Task 1: The Flood Simulation

The system includes a controllable seaLevel parameter that defines the global water height.

The task is to increase this value until only the highest peaks of the terrain remain above water. This simulates a flooding scenario where terrain is progressively submerged.

While doing this, observe how vertex coloring behaves at the boundary between land and water. The key question is whether shoreline colors dynamically follow the water surface or remain fixed to static height thresholds. This determines whether the system is truly reactive or precomputed.


Task 2: Tidal Frequency Modification

Inside the animation loop, the wave update logic includes a frequency multiplier that controls spatial wave density.

The task is to change this value from 0.05 to 0.5 and observe the result.

Increasing frequency compresses wave spacing, creating a choppy, small-scale water surface. Lower frequency produces large, slow undulations that feel more like deep ocean behavior. This demonstrates how frequency directly controls perceived environmental scale in procedural rendering systems.


Assessment Questions: Hydrology Logic

Question 1: Transparency vs Transmission

In physically based rendering systems such as MeshPhysicalMaterial, opacity and transmission represent fundamentally different optical behaviors.

Opacity simply reduces visibility by fading pixels, while transmission simulates the actual passage of light through a medium. Transmission accounts for refraction, scattering, and internal light transport, making it essential for realistic water rendering where light bends and diffuses through liquid volumes rather than simply disappearing.

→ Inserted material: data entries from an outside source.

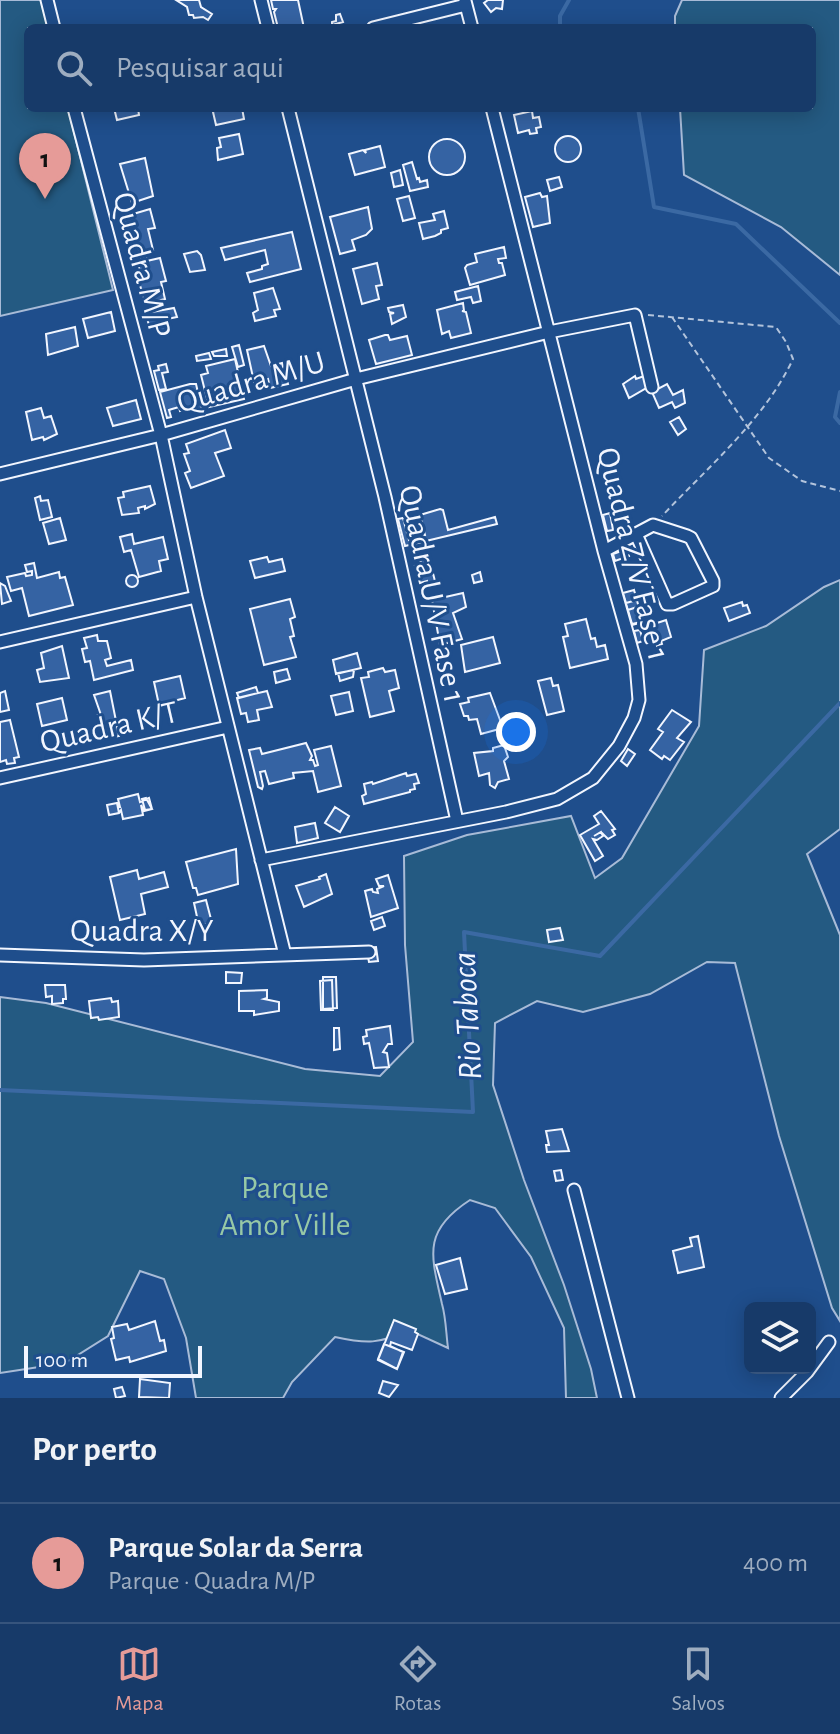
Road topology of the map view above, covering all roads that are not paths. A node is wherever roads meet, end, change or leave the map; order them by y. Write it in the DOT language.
graph roads {
  1 [pos="47,0"];
  2 [pos="261,0"];
  3 [pos="465,2"];
  4 [pos="53,24"];
  5 [pos="267,24"];
  6 [pos="387,24"];
  7 [pos="471,24"];
  8 [pos="75,112"];
  9 [pos="289,112"];
  10 [pos="493,112"];
  11 [pos="549,332"];
  12 [pos="356,379"];
  13 [pos="652,387"];
  14 [pos="161,435"];
  15 [pos="0,474"];
  16 [pos="636,534"];
  17 [pos="604,551"];
  18 [pos="196,597"];
  19 [pos="0,642"];
  20 [pos="228,727"];
  21 [pos="0,778"];
  22 [pos="457,821"];
  23 [pos="261,860"];
  24 [pos="369,952"];
  25 [pos="0,955"];
  26 [pos="285,955"];
  27 [pos="574,1190"];
  28 [pos="829,1342"];
  29 [pos="628,1398"];
  30 [pos="781,1398"];
  1 -- 4 [label="street"];
  2 -- 5 [label="street"];
  3 -- 6 [label="street"];
  3 -- 7 [label="street"];
  8 -- 14 [label="street, Quadra M/P"];
  9 -- 12 [label="street, Quadra U/V Fase 1"];
  10 -- 11 [label="street, Quadra Z/V Fase 1"];
  11 -- 12 [label="street, Quadra M/U"];
  11 -- 13 [label="street, Quadra M/U"];
  11 -- 17 [label="street, Quadra Z/V Fase 1"];
  12 -- 14 [label="street, Quadra M/U"];
  12 -- 22 [label="street, Quadra U/V Fase 1"];
  14 -- 15 [label="street, Quadra M/U"];
  14 -- 18 [label="street, Quadra M/P"];
  16 -- 16 [label="street"];
  16 -- 17 [label="street"];
  17 -- 22 [label="street, Quadra Z/V Fase 1"];
  18 -- 19 [label="street"];
  18 -- 20 [label="street, Quadra M/P"];
  20 -- 21 [label="street, Quadra K/T"];
  20 -- 23 [label="street, Quadra M/P"];
  22 -- 23 [label="street, Quadra Z/V Fase 1"];
  23 -- 26 [label="street, Quadra M/P"];
  24 -- 26 [label="street, Quadra X/Y"];
  25 -- 26 [label="street, Quadra X/Y"];
  27 -- 29 [label="street"];
  28 -- 30 [label="street"];
}
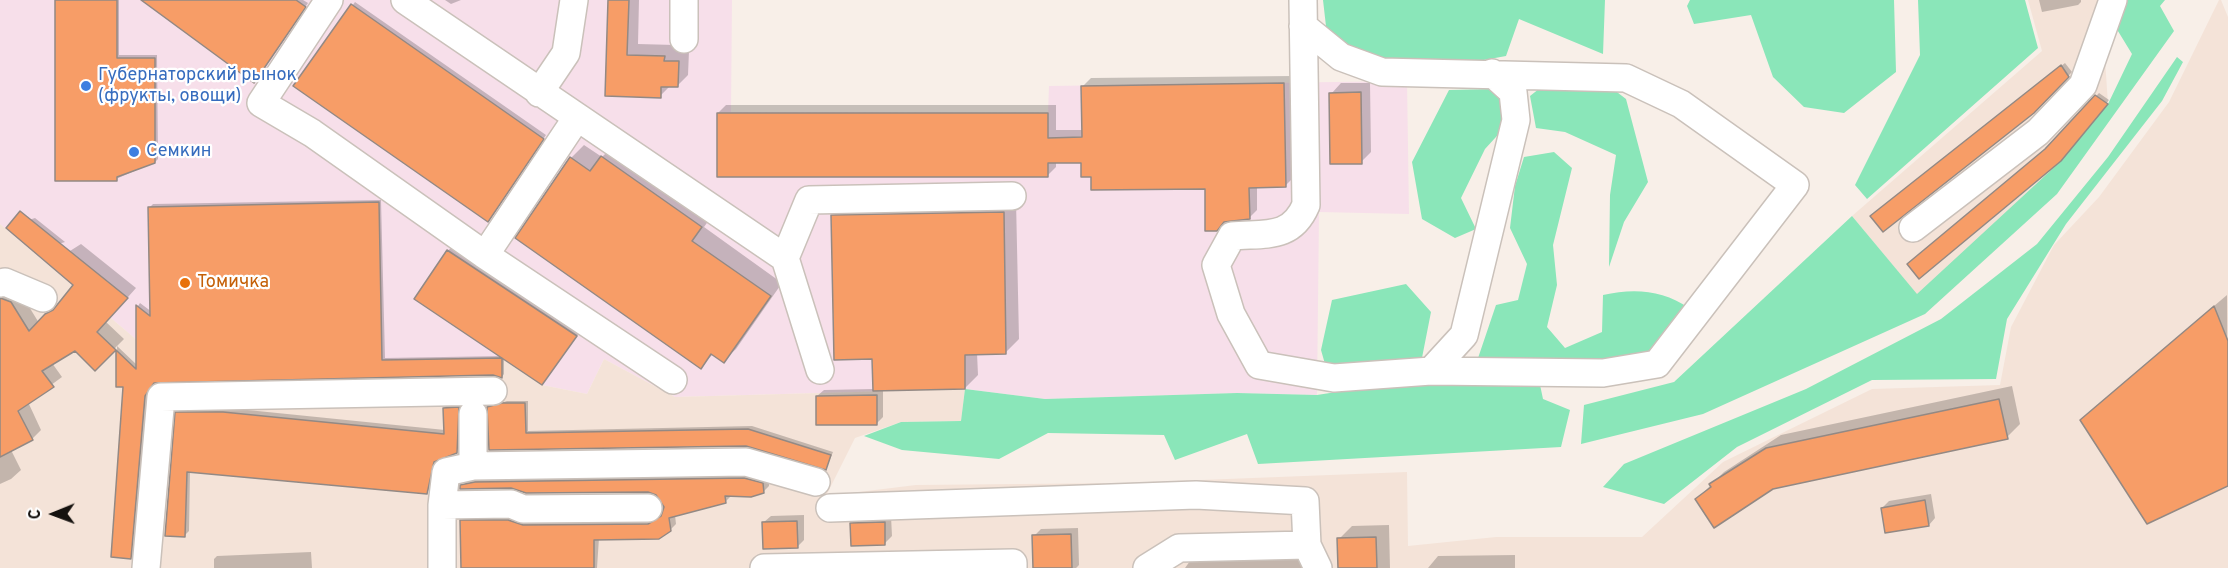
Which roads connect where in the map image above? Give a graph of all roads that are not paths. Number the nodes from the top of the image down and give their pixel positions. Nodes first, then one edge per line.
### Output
1 (329, 0) edge
2 (405, 0) edge
3 (574, 0) edge
4 (684, 0) edge
5 (2113, 0) edge
6 (1303, 13) edge
7 (684, 39) dead end
8 (1492, 73) junction
9 (539, 93) junction
10 (576, 119) junction
11 (1012, 196) dead end
12 (1913, 228) dead end
13 (485, 255) junction
14 (785, 258) junction
15 (0, 283) edge
16 (43, 298) dead end
17 (820, 370) dead end
18 (1431, 371) junction
19 (673, 380) dead end
20 (493, 391) dead end
21 (473, 414) dead end
22 (473, 466) junction
23 (816, 482) dead end
24 (442, 505) junction
25 (648, 508) dead end
26 (830, 508) dead end
27 (1313, 557) edge
28 (146, 568) edge
29 (442, 568) edge
30 (764, 568) edge
31 (1014, 568) edge
32 (1147, 568) edge

1 - 13 lane
2 - 9 lane
3 - 9 lane
4 - 7 lane
5 - 12 lane
6 - 8 lane
6 - 18 lane
8 - 18 lane
8 - 18 lane
9 - 10 lane
10 - 13 lane
10 - 14 lane
11 - 14 lane
13 - 19 lane
14 - 17 lane
15 - 16 lane
20 - 28 lane
21 - 22 lane
22 - 23 lane
22 - 24 lane
24 - 25 lane
24 - 29 lane
26 - 27 lane
27 - 32 lane
30 - 31 lane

Question 2: The STL Export Conflict

When exporting terrain for 3D printing, the sea layer is typically excluded because it violates manifold geometry requirements.

3D printers require watertight meshes without internal planes that do not contribute to solid volume. A floating sea surface introduces non-manifold geometry, which breaks slicing algorithms. Therefore, only the terrain mesh is exported, ensuring structural consistency and printable geometry.

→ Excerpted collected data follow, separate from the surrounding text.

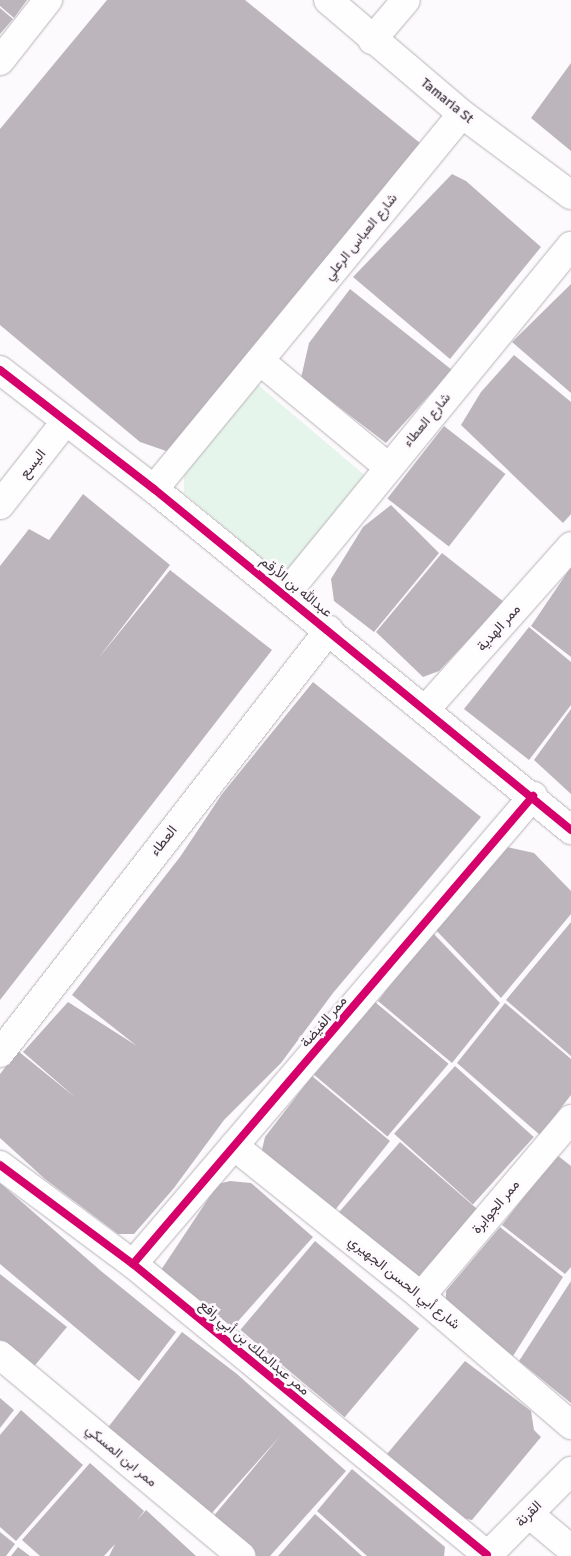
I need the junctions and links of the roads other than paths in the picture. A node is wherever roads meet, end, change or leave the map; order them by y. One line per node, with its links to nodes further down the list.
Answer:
1 (48, 0): 5 (street)
2 (328, 0): 4 (street, Tamaria St)
3 (406, 0): 4 (street)
4 (372, 40): 6 (street, Tamaria St)
5 (0, 61)
6 (462, 114): 7 (street, Tamaria St); 9 (street, شارع العباس الرعلي)
7 (571, 195)
8 (571, 246): 12 (street, شارع العطاء)
9 (260, 361): 12 (street); 13 (street, شارع العباس الرعلي)
10 (0, 370): 11 (street, عبدالله بن الأرقم)
11 (65, 422): 13 (street, عبدالله بن الأرقم); 14 (street, اليسع)
12 (388, 467): 16 (street, شارع العطاء)
13 (154, 489): 16 (street, عبدالله بن الأرقم)
14 (0, 505)
15 (571, 546): 18 (street, ممر الهدية)
16 (285, 595): 17 (street, عبدالله بن الأرقم)
17 (329, 630): 18 (street, عبدالله بن الأرقم); 21 (street, العطاء)
18 (426, 709): 19 (street, عبدالله بن الأرقم)
19 (533, 796): 20 (street, عبدالله بن الأرقم); 23 (street, ممر الفيضة)
20 (571, 830)
21 (0, 1053)
22 (571, 1119): 26 (street, ممر الجوابرة)
23 (234, 1146): 25 (street, ممر الفيضة); 26 (street, شارع أبي الحسن الجهيري)
24 (0, 1165): 25 (street, ممر عبدالملك بن أبي رافع)
25 (133, 1264): 33 (street, ممر عبدالملك بن أبي رافع)
26 (421, 1296): 28 (street, شارع أبي الحسن الجهيري)
27 (0, 1355): 32 (street, ممر ابن المسكي)
28 (571, 1424)
29 (571, 1471): 30 (street, القرنة)
30 (529, 1514): 31 (street); 33 (street, القرنة)
31 (571, 1549)
32 (241, 1556)
33 (487, 1556)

Question 3: Vertex Interaction and Sediment Simulation

The seaLevel value can be used not only for visualization but also for terrain modification. When vertices fall below sea level, they can be gradually adjusted upward or flattened to simulate sediment deposition.

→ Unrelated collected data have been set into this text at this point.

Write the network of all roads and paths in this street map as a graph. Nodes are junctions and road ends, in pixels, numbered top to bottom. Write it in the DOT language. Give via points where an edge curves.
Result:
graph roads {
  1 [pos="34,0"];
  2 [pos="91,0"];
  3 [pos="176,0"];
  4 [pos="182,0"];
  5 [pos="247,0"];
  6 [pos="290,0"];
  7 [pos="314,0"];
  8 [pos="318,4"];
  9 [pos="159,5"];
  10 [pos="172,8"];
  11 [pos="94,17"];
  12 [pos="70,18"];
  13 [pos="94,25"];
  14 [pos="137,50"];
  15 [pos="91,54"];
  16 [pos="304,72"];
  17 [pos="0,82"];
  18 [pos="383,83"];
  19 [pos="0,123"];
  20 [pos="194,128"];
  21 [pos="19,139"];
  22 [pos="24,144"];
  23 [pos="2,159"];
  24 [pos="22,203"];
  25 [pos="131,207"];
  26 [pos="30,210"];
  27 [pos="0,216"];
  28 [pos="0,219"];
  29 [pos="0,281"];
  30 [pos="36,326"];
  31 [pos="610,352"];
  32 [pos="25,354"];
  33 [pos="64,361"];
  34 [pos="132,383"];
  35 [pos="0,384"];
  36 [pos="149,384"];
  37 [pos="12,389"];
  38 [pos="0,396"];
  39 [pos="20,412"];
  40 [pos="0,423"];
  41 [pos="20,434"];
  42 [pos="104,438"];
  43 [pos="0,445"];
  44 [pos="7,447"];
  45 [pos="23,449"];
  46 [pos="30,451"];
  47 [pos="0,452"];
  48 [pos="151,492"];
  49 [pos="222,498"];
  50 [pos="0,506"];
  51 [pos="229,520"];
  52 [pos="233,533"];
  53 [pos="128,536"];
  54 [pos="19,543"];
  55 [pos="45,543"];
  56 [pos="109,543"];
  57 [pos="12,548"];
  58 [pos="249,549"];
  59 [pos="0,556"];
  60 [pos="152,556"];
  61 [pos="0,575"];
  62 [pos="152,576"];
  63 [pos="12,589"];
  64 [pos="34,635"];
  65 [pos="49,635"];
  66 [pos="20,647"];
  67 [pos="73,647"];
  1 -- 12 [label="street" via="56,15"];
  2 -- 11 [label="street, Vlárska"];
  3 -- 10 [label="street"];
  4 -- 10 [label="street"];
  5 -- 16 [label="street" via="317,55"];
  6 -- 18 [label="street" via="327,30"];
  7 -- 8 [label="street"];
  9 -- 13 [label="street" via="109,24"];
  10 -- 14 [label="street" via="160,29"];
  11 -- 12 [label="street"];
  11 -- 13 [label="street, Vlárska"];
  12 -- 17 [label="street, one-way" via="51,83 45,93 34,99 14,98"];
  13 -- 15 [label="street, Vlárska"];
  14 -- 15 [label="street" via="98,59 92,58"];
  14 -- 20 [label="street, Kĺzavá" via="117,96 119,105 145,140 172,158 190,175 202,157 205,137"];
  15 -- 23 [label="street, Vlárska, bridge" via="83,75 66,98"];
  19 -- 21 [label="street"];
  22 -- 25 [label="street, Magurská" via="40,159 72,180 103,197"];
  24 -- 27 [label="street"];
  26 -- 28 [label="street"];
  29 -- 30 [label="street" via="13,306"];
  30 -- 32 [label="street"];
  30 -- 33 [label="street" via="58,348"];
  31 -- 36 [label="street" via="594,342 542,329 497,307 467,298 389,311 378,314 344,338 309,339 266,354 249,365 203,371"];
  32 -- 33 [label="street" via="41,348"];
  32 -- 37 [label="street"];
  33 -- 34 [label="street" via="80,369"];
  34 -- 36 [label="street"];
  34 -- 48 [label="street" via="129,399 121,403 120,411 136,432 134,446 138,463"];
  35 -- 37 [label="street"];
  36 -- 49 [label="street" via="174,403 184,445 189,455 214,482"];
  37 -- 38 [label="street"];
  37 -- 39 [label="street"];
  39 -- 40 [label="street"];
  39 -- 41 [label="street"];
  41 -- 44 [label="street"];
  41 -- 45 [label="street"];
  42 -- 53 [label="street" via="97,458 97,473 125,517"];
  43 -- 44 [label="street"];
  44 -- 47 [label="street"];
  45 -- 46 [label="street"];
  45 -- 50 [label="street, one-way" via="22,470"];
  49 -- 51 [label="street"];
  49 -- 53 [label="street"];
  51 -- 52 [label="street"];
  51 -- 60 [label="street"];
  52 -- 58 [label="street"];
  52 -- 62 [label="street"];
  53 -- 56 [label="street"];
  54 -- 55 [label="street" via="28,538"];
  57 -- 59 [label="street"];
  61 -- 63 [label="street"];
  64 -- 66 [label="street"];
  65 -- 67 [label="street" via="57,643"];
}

This creates a feedback loop where underwater terrain slowly levels out over time, mimicking natural sediment accumulation processes found in real-world hydrology systems.


Advanced Challenge: Dynamic Coastlines

In most basic systems, coastal shading is based on fixed height thresholds. However, this approach fails when sea level becomes dynamic.

The challenge is to compute coastal zones relative to the current seaLevel value rather than static terrain height ranges. Instead of hardcoding values, the system must evaluate each vertex in real time based on its distance from the evolving water surface.

Conceptual Approach

A dynamic coastal zone can be defined as:

  • Vertices near seaLevel ± a small offset range
  • Continuously recalculated as seaLevel changes

This produces a moving shoreline that adapts in real time.

Implementation Strategy

Rather than storing fixed height bands, the shader or CPU logic should compute:

  • Absolute difference between vertex height and seaLevel
  • Apply gradient-based blending for coastal shading

This ensures that beaches "follow" the water level dynamically, enabling fully responsive environmental transitions without hardcoded terrain values.


Final Insight

Hydrology systems in 3D engines are not just visual effects but dynamic classification systems. By combining height thresholds, trigonometric wave motion, and relative shading logic, it becomes possible to simulate fully responsive ocean-terrain interactions where coastlines, waves, and sediment behavior evolve continuously in real time.